── Data to use ──

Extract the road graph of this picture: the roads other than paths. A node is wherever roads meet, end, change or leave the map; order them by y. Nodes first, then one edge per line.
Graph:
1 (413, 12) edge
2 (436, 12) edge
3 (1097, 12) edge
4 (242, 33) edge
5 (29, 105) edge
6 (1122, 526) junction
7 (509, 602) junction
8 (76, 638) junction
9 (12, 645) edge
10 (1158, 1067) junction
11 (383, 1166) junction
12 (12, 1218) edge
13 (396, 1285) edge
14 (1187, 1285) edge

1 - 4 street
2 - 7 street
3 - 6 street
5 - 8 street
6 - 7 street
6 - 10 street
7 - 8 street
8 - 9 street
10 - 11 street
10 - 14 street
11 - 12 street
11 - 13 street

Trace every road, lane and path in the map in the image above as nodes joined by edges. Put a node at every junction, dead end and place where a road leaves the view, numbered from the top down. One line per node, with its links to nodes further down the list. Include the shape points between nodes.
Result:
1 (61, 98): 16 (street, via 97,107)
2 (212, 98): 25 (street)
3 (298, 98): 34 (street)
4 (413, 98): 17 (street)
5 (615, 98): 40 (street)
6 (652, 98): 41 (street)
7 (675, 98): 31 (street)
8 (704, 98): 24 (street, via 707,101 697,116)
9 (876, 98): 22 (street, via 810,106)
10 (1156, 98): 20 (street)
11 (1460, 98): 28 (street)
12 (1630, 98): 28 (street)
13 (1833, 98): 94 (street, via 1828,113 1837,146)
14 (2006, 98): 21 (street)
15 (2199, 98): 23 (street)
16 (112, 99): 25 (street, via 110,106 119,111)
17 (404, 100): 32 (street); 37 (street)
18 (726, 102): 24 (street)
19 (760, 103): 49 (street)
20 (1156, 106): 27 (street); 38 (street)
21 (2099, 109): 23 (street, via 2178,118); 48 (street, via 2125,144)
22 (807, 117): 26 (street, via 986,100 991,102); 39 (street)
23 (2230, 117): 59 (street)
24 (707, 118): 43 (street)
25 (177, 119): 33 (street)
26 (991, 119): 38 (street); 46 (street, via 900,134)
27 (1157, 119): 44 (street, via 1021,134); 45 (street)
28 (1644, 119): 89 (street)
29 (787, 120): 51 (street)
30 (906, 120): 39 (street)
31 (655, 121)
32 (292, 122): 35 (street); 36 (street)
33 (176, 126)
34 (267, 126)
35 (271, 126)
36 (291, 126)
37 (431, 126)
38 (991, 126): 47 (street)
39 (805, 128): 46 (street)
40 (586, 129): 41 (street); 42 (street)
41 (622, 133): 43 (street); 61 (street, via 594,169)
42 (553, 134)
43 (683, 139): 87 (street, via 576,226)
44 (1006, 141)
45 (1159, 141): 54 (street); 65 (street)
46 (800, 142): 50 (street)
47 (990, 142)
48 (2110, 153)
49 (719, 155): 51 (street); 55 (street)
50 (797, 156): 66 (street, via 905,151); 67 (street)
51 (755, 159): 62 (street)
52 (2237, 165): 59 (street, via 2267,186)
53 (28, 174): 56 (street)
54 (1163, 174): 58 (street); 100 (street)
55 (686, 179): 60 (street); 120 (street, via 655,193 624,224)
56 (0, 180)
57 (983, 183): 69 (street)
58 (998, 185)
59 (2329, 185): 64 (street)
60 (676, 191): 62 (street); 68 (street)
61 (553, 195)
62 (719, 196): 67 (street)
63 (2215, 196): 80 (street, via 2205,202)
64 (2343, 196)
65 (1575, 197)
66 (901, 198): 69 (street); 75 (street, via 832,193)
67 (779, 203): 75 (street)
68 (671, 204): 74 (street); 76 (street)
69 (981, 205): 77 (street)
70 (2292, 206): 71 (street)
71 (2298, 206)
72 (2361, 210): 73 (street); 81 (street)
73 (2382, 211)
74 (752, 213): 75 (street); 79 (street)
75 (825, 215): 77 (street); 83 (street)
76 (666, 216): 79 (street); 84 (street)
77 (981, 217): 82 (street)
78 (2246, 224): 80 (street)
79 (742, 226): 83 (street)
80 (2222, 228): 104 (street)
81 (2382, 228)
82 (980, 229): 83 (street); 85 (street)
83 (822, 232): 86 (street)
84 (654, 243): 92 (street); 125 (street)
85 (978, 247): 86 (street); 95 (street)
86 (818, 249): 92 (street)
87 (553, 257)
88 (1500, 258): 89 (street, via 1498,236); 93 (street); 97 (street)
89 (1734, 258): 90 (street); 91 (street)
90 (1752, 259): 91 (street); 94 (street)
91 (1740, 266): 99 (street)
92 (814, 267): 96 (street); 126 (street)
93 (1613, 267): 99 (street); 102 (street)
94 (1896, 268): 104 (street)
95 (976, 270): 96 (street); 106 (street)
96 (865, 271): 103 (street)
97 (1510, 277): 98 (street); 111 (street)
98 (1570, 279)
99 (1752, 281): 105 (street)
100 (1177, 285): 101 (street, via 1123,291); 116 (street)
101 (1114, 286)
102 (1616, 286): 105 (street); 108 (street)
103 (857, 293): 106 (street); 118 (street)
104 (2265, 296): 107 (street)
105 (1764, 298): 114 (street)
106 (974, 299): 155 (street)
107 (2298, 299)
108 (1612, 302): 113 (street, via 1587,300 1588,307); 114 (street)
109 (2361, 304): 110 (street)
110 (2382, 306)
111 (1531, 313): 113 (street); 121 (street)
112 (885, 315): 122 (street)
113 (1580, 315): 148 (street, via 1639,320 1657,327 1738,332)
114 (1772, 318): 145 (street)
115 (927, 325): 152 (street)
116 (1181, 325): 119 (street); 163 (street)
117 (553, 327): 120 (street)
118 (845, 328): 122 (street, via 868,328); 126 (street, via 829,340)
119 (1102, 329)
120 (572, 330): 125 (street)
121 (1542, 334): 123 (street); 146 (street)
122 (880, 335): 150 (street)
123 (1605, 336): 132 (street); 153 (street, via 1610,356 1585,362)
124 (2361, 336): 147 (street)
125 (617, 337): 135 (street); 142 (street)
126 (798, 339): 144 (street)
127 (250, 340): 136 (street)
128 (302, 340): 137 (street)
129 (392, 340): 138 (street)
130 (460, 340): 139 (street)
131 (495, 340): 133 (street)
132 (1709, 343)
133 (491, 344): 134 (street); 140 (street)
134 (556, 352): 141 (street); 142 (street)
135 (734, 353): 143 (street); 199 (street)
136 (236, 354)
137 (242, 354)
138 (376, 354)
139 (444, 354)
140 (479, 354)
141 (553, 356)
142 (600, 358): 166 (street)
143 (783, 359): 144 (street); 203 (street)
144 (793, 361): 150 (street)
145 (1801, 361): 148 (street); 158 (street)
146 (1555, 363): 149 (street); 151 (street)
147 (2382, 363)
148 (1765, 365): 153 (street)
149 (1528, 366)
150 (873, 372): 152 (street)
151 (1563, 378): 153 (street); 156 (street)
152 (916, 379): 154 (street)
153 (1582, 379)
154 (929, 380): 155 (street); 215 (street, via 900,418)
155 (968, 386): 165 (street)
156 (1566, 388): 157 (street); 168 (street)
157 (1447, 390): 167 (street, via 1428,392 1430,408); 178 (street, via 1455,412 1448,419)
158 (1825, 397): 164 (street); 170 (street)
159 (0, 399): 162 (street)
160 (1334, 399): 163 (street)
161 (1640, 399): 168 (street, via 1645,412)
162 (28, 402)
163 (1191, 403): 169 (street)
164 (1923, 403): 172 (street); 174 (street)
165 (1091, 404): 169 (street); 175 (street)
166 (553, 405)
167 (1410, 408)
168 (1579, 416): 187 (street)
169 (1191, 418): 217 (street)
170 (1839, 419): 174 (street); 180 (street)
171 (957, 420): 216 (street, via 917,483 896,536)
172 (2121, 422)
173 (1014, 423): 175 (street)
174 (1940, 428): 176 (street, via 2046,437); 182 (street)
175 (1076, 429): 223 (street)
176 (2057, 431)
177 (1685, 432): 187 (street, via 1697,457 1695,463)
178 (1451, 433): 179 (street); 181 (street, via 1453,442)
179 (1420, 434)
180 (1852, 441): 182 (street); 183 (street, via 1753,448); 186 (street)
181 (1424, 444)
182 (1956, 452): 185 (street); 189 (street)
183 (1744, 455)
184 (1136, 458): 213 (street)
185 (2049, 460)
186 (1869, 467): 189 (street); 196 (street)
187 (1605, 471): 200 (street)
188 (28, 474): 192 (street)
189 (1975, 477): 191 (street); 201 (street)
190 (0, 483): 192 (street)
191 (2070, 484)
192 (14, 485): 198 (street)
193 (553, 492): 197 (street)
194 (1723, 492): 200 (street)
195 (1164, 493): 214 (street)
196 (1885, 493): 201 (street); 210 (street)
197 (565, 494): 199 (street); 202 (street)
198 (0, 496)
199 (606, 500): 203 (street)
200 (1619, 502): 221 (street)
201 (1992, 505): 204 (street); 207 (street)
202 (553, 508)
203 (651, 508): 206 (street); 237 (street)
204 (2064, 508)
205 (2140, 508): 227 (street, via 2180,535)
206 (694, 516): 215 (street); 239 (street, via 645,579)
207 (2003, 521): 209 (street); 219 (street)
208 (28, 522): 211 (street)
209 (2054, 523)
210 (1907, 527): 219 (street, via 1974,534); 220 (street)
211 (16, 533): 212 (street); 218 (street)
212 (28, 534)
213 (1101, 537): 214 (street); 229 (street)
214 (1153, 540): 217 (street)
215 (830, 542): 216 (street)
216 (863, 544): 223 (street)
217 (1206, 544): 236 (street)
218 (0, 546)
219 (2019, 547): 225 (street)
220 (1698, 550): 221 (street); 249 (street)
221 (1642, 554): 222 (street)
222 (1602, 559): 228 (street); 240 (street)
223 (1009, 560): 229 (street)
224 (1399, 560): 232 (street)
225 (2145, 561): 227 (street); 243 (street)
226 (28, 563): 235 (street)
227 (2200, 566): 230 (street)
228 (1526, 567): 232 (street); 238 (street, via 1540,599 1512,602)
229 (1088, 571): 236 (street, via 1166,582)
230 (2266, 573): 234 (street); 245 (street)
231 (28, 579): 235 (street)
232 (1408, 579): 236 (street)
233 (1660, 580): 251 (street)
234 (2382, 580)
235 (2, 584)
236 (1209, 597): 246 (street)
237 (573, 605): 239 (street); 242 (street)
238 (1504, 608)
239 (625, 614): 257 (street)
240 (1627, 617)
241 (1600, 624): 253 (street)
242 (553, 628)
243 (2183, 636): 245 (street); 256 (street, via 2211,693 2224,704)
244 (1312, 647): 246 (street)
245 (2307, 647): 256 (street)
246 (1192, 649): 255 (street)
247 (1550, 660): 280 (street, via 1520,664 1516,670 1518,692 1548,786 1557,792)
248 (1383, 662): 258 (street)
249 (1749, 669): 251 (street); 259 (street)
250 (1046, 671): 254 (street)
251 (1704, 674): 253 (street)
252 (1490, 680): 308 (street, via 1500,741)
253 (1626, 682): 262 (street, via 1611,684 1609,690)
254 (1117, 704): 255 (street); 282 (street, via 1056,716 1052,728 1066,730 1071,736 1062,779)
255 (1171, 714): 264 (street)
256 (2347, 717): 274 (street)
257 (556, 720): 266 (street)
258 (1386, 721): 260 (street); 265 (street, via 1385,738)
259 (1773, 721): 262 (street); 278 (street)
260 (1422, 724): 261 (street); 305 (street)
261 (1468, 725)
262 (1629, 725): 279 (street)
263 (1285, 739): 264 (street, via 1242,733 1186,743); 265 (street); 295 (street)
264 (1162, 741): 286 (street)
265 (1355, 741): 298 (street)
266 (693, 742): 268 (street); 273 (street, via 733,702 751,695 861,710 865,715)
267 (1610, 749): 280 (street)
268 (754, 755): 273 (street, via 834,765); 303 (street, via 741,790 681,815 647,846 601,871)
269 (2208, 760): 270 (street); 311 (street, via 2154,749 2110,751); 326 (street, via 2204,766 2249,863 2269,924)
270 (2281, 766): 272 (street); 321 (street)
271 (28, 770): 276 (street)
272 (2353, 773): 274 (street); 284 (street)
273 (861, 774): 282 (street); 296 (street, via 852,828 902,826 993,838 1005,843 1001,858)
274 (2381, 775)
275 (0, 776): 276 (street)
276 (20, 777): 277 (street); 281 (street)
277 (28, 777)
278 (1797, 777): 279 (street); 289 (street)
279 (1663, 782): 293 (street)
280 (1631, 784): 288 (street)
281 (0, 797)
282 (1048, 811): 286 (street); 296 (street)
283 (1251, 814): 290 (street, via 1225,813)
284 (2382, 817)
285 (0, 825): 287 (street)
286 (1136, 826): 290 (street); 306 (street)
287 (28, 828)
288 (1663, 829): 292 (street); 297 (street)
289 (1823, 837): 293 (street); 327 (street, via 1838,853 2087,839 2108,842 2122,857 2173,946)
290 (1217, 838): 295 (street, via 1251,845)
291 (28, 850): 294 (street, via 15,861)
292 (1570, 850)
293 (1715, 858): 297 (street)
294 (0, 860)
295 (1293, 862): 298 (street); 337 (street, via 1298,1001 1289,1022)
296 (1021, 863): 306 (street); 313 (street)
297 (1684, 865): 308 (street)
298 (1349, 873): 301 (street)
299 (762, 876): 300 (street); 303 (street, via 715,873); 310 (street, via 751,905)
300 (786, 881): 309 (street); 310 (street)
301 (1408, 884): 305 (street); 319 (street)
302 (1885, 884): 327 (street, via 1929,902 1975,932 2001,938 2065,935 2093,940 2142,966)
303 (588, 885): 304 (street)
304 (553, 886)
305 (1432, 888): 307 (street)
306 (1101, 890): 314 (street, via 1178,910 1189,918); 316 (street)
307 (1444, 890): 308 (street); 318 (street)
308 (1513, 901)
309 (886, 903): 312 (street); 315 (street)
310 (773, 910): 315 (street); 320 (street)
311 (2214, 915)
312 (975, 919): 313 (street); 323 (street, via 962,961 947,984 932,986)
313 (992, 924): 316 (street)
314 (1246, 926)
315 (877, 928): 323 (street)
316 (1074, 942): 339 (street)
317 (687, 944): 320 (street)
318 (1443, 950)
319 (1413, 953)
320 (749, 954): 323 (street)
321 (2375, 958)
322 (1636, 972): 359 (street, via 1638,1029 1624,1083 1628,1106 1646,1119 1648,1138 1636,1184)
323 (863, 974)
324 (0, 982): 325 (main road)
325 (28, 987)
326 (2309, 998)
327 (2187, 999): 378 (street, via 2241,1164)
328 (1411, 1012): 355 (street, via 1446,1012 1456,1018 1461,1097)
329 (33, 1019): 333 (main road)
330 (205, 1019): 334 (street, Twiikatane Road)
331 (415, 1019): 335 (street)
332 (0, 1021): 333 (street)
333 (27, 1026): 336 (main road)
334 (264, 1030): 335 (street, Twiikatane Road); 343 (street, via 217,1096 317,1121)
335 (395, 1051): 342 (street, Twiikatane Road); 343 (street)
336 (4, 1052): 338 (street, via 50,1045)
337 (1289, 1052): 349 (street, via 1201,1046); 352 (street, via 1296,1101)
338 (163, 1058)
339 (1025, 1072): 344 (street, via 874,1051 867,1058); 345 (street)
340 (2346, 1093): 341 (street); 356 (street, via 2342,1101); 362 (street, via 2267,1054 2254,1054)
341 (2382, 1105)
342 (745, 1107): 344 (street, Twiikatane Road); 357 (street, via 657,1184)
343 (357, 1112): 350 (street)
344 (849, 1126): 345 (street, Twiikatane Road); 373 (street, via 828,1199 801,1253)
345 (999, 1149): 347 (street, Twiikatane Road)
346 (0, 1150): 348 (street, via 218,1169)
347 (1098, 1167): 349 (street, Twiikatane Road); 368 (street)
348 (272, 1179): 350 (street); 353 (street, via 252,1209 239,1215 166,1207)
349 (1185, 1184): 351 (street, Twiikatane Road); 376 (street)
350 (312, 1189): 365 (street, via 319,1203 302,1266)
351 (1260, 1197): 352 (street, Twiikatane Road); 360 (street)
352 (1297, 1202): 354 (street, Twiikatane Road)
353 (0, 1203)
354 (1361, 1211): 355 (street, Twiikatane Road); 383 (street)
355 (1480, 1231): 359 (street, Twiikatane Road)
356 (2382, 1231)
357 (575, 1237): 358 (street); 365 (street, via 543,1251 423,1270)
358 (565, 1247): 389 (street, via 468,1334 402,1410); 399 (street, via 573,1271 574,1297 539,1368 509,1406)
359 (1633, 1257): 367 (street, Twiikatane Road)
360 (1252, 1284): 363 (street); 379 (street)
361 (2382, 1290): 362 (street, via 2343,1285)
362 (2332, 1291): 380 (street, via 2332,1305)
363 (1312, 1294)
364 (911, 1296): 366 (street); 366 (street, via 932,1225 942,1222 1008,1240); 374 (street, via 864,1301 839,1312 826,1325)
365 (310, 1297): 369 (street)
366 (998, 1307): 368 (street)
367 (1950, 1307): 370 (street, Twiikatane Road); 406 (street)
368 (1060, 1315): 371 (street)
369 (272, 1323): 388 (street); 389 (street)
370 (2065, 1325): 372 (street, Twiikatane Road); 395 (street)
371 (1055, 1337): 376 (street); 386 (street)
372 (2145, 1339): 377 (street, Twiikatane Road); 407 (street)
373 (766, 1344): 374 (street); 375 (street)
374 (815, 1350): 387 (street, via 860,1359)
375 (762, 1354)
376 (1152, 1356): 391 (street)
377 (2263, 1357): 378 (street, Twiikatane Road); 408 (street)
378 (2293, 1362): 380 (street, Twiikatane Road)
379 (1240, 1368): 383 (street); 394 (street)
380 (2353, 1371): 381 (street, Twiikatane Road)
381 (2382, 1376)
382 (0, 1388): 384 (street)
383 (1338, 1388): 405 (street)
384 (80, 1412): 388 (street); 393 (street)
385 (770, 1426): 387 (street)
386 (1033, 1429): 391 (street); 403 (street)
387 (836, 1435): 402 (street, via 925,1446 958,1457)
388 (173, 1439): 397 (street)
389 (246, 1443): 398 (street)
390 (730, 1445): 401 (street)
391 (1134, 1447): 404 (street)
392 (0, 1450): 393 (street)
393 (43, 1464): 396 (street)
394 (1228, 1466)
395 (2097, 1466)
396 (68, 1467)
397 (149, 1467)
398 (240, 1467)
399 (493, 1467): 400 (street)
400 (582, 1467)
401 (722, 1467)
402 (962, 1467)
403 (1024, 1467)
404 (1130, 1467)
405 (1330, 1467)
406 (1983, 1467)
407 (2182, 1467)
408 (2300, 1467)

───

### [How to complete this task]
Lines after the one containing "Trace every road, lane" are left out; every line from the start of the entries through that line is restated word for word.

### [Exercise response]
Extract the road graph of this picture: the roads other than paths. A node is wherever roads meet, end, change or leave the map; order them by y. Nodes first, then one edge per line.
Graph:
1 (413, 12) edge
2 (436, 12) edge
3 (1097, 12) edge
4 (242, 33) edge
5 (29, 105) edge
6 (1122, 526) junction
7 (509, 602) junction
8 (76, 638) junction
9 (12, 645) edge
10 (1158, 1067) junction
11 (383, 1166) junction
12 (12, 1218) edge
13 (396, 1285) edge
14 (1187, 1285) edge

1 - 4 street
2 - 7 street
3 - 6 street
5 - 8 street
6 - 7 street
6 - 10 street
7 - 8 street
8 - 9 street
10 - 11 street
10 - 14 street
11 - 12 street
11 - 13 street

Trace every road, lane and path in the map in the image above as nodes joined by edges. Put a node at every junction, dead end and place where a road leaves the view, numbered from the top down. One line per node, with its links to nodes further down the list. Include the shape points between nodes.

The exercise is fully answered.